Wednesday, July 05, 2006

The Read/Write Web - Tim Wilson

The Read Write Wed - or Web 2.0 is gaining a lot of momentum. It is such a robust subject - I'm excited to see how the topic can be covered in 1 hour :) There are a few topics I am interested in the most and will discuss here:

Wikis - "The chaos that you would think would happen - levels off to pretty high quality" Wikipedia scares so many people, but it can be almost an "aggregator" of information in and off itself. It brings all the information together and is a great jumping off point. Tim makes an excellent case for Wikipedia not being the be end and end all. I'd like to add that any information on the internet should be verified by another source. ANYONE can put up a webpage and claim facts - wikipedia has the advantage that "the World" gets to edit it.

Wiki School projects: Find unfinished pages and assign your students to write the article. Have them contribute to the knowledge of the world. I can't believe I haven't thought of this one before!

"Every student blogger is a publisher for a worldwide audience" - Audience makes the difference...

Challenges:
Safety - keep student work on your network & servers. You need to be able to "pull the plug"
Monitor what your students are doing
Teach about appropriate online behavior
Young people WILL encounter weirdos, online or not - Educate them about safety, not shielding them from it. I gave a talk about blogs, etc. the other day and MySpace (as it enviably does cam up). We need to harness the power of myspace and use it for *good*. Why not take that energy, that passion and funnel it into blogs in an environment that is safe and productive (and seriously - have you looked at some MySpace pages lately - they make my head hurt, has no one talked about good web design lately :)

Professional Development:
Not "just in case" - "just in time" Teach teachers that are interested about a topic.

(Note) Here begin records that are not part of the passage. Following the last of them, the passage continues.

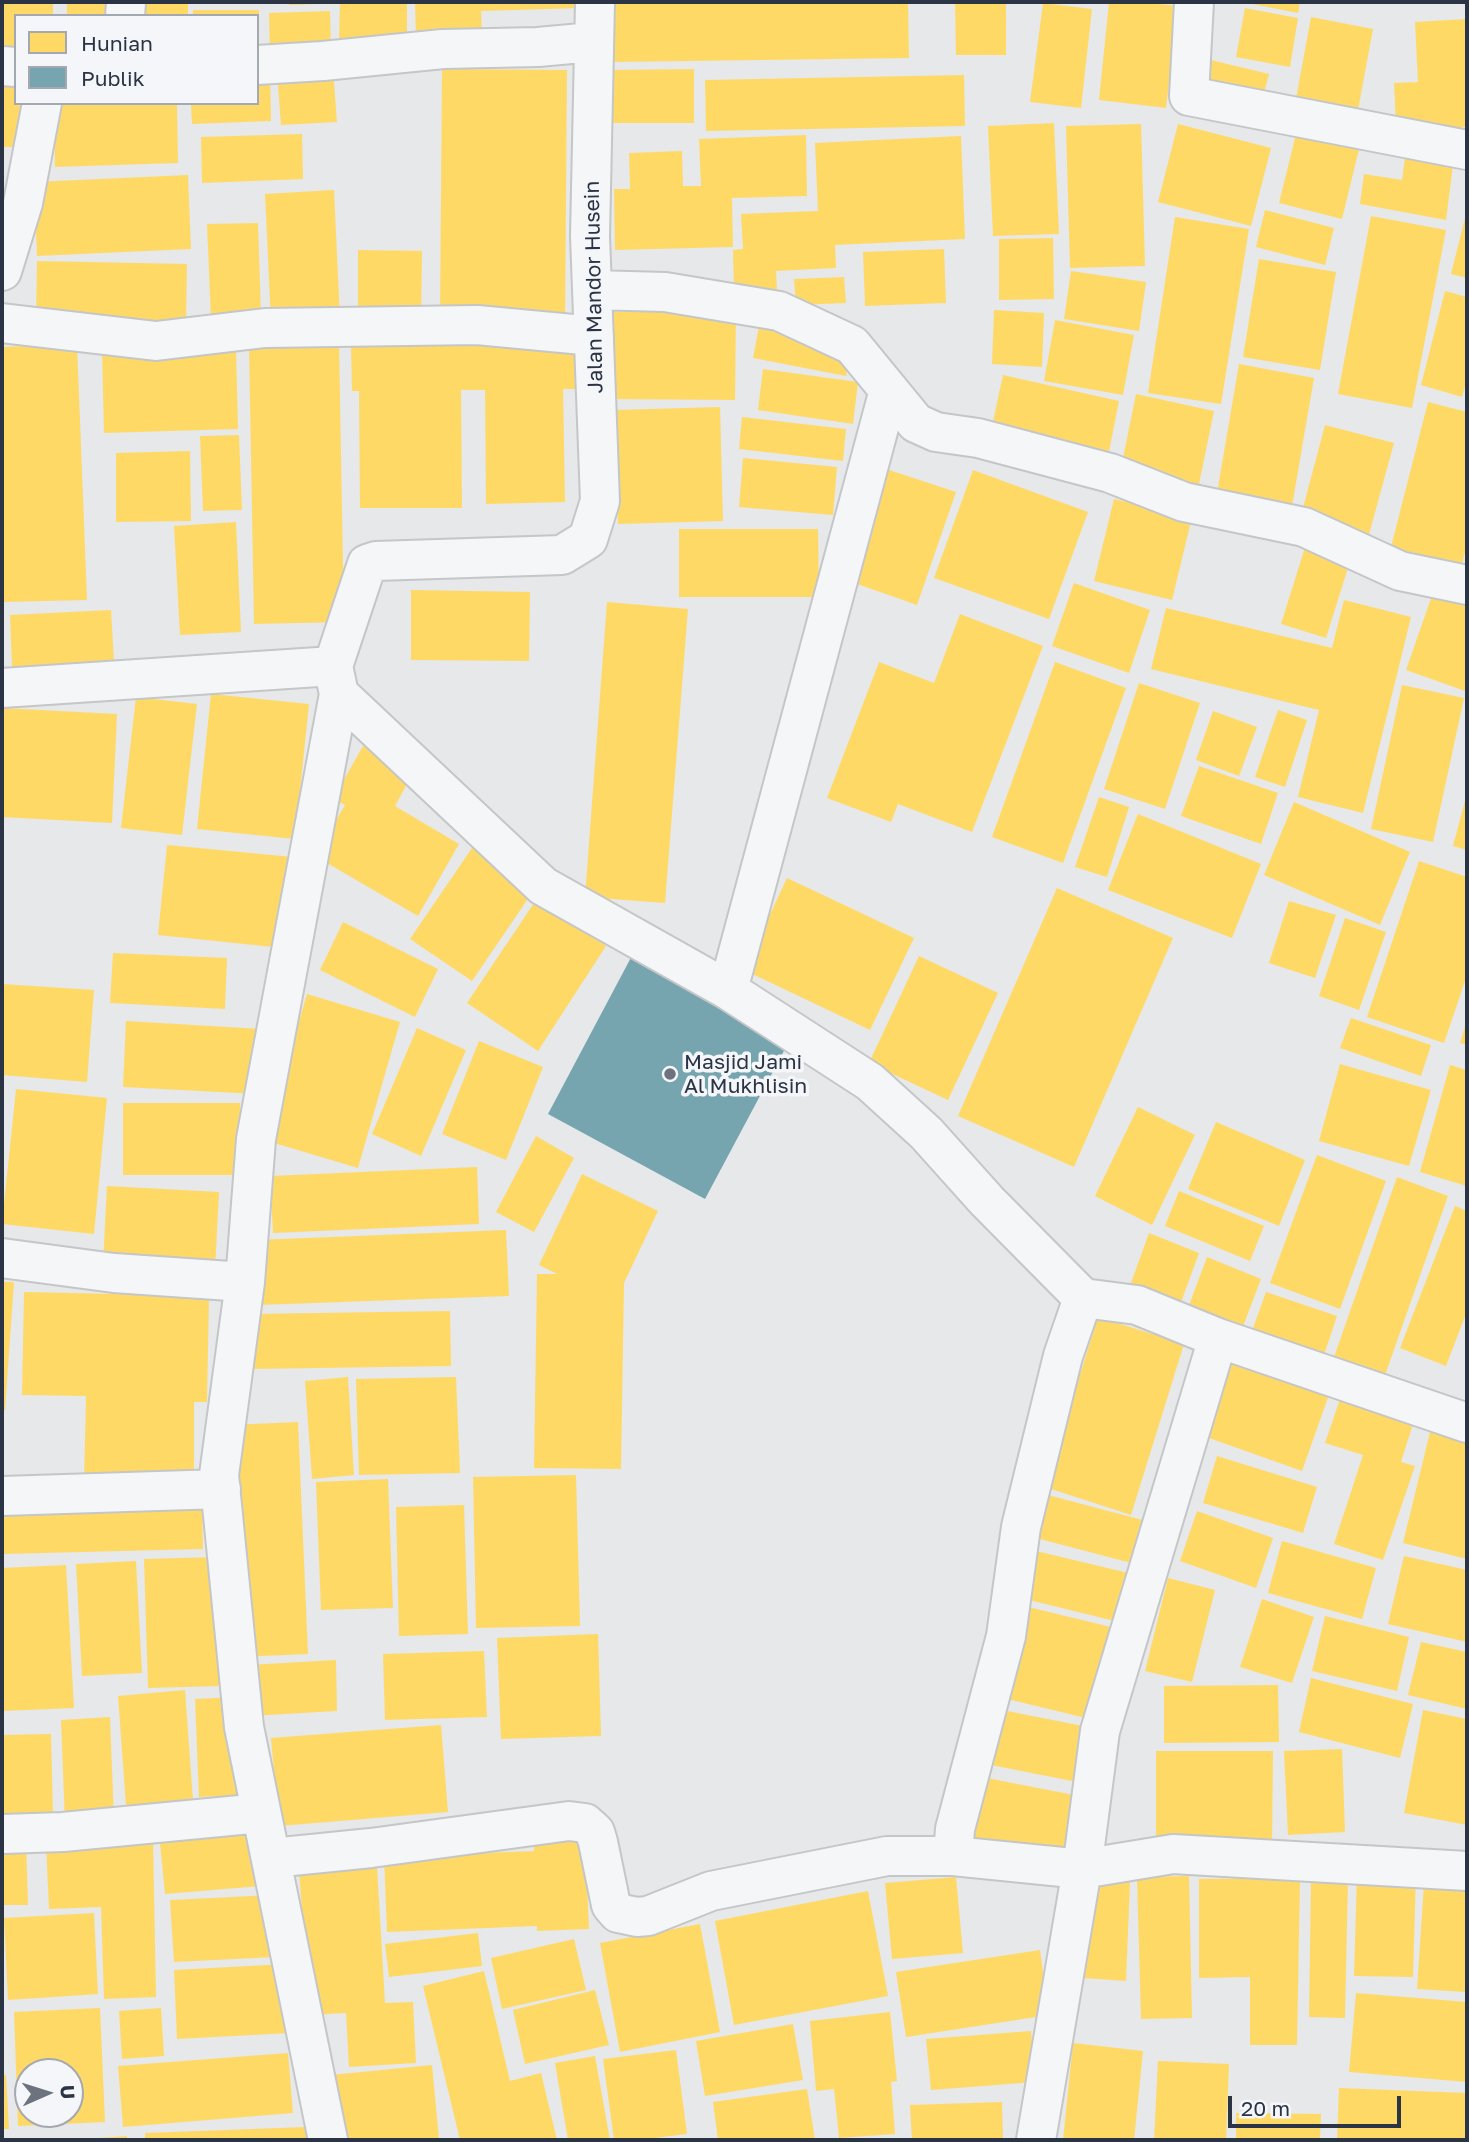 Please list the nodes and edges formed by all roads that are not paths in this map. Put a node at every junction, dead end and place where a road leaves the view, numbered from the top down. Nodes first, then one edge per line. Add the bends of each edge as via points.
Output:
1 (595, 2) edge
2 (1194, 2) edge
3 (593, 43) junction
4 (259, 65) edge
5 (42, 105) edge
6 (1467, 150) edge
7 (2, 271) edge
8 (592, 290) junction
9 (2, 323) edge
10 (594, 336) junction
11 (889, 390) junction
12 (1467, 585) edge
13 (336, 680) junction
14 (2, 688) edge
15 (728, 990) junction
16 (2, 1258) edge
17 (245, 1282) junction
18 (1083, 1298) junction
19 (1218, 1338) junction
20 (1467, 1423) edge
21 (221, 1489) junction
22 (2, 1496) edge
23 (261, 1813) junction
24 (2, 1834) edge
25 (953, 1856) junction
26 (272, 1858) junction
27 (1082, 1869) junction
28 (1467, 1871) edge
29 (328, 2140) edge
30 (1036, 2140) edge

1 - 3 street, Jalan Mandor Husein
2 - 6 street via 1189,96
3 - 4 street via 443,49
3 - 8 street, Jalan Mandor Husein
5 - 7 street via 23,203
8 - 10 street, Jalan Mandor Husein
8 - 11 street via 665,292 779,311 852,345
9 - 10 street via 156,341 265,328 477,325
10 - 13 street, Jalan Mandor Husein via 600,501 588,539 562,555 367,564
11 - 12 street via 916,423 936,432 978,438 1111,473 1184,502 1304,527 1401,571
11 - 15 street
13 - 14 street
13 - 15 street via 543,886
13 - 17 street via 256,1139
15 - 18 street via 870,1082 926,1133
16 - 17 street via 114,1273
17 - 21 street via 219,1475
18 - 19 street via 1137,1305
18 - 25 street via 1062,1356 1021,1527 1006,1636 954,1829
19 - 20 street
19 - 27 street via 1100,1731
21 - 22 street
21 - 23 street via 244,1727
23 - 24 street
23 - 26 street
25 - 26 street via 887,1856 711,1891 637,1917 618,1913 611,1905 595,1832 585,1823 569,1821
25 - 27 street
26 - 29 street
27 - 28 street via 1173,1854
27 - 30 street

That is harder than it sounds. I would add to that a more contructivist viewpoint where not only do we teach those that are interested about a topic (and possibly that is where web classes come in, but I digress) but also help them create what we will talk about, being flexible enough to have a course meet their needs. I was just recently apart of a workshop where we found out what topics the teachers in a school would be covering in the upcoming weeks and had training on specific technologies to help with those topics. The teachers were able to use what they learned in less than a week!

Administrator have to step up to the plate - leading by example. A principal can make or brake a school in many ways - but leading by example is one of the most important ones. I actually come at it from a different prospective as well - since I mostly deal with educators of pre-service teachers, I am working with them to be examples of technology use so that when are next crop of teachers come out they have the tools they need.

Now the big question - How do you assess students?
Curric standards for information literacy
Rubrics across units and classrooms
De-emphasize individual assessments
Embrace self-assessment (This has to be implemented well in order for it to make a difference - I have seen and had to be apart of reflections that have gone horribly wrong)

In the end will Web 2.0 be the future of the Internet? More and more the web, as Tim put it, is becoming an Operating System in itself. I for see a day when the norm is being online instead of the other way around.